═══ Provided records ═══

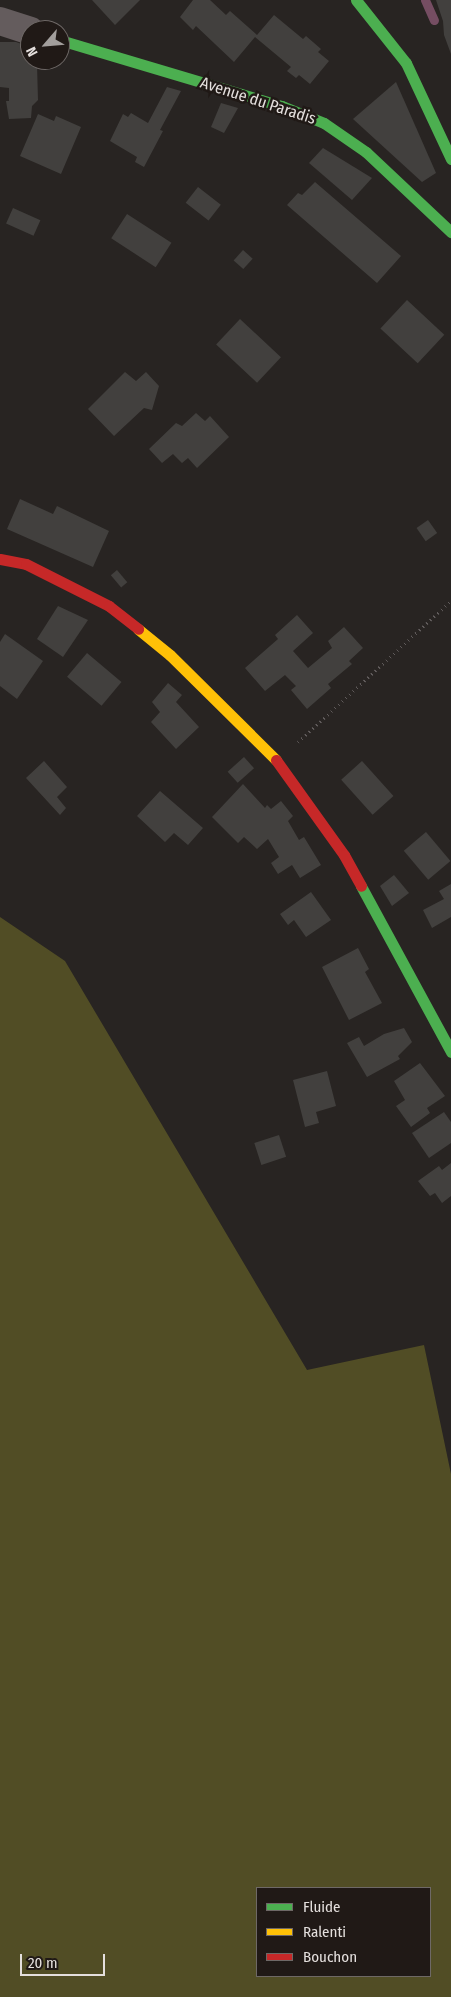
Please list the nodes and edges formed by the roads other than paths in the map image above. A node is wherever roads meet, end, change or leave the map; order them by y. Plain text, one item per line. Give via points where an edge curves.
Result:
1 (356, 0) edge
2 (0, 21) edge
3 (20, 28) edge
4 (70, 43) edge
5 (451, 159) edge
6 (451, 232) edge
7 (0, 559) edge
8 (451, 1052) edge

1 - 5 street via 406,63
2 - 3 street
4 - 6 street, Avenue du Paradis via 282,106 324,123 366,152
7 - 8 street via 26,564 109,606 170,655 277,761 344,855

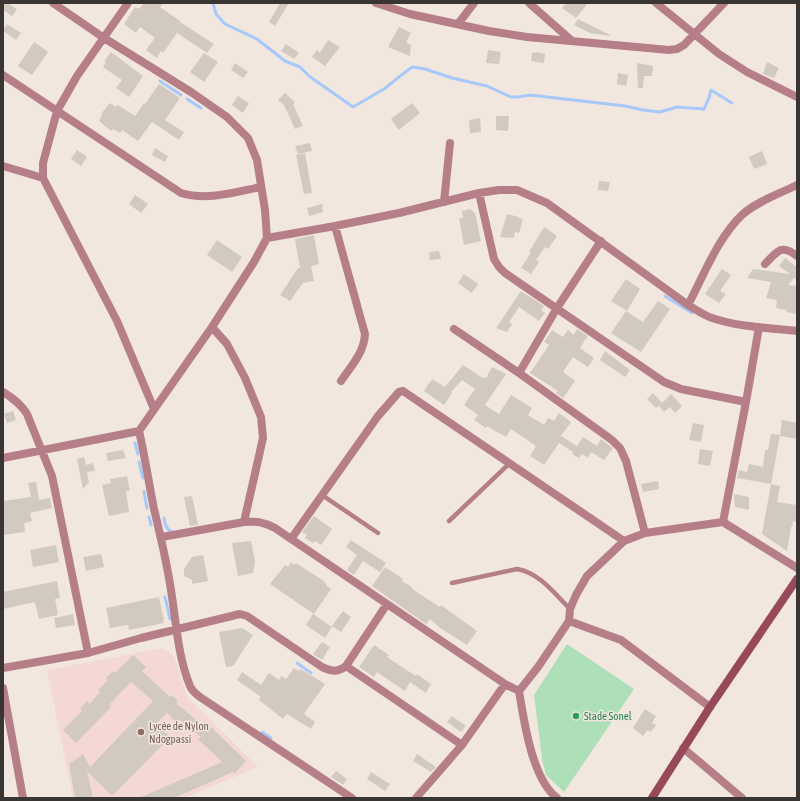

═══

Pictures should be skipped, and the records retyped word for word.

Please list the nodes and edges formed by the roads other than paths in the map image above. A node is wherever roads meet, end, change or leave the map; order them by y. Plain text, one item per line. Give via points where an edge curves.
Result:
1 (356, 0) edge
2 (0, 21) edge
3 (20, 28) edge
4 (70, 43) edge
5 (451, 159) edge
6 (451, 232) edge
7 (0, 559) edge
8 (451, 1052) edge

1 - 5 street via 406,63
2 - 3 street
4 - 6 street, Avenue du Paradis via 282,106 324,123 366,152
7 - 8 street via 26,564 109,606 170,655 277,761 344,855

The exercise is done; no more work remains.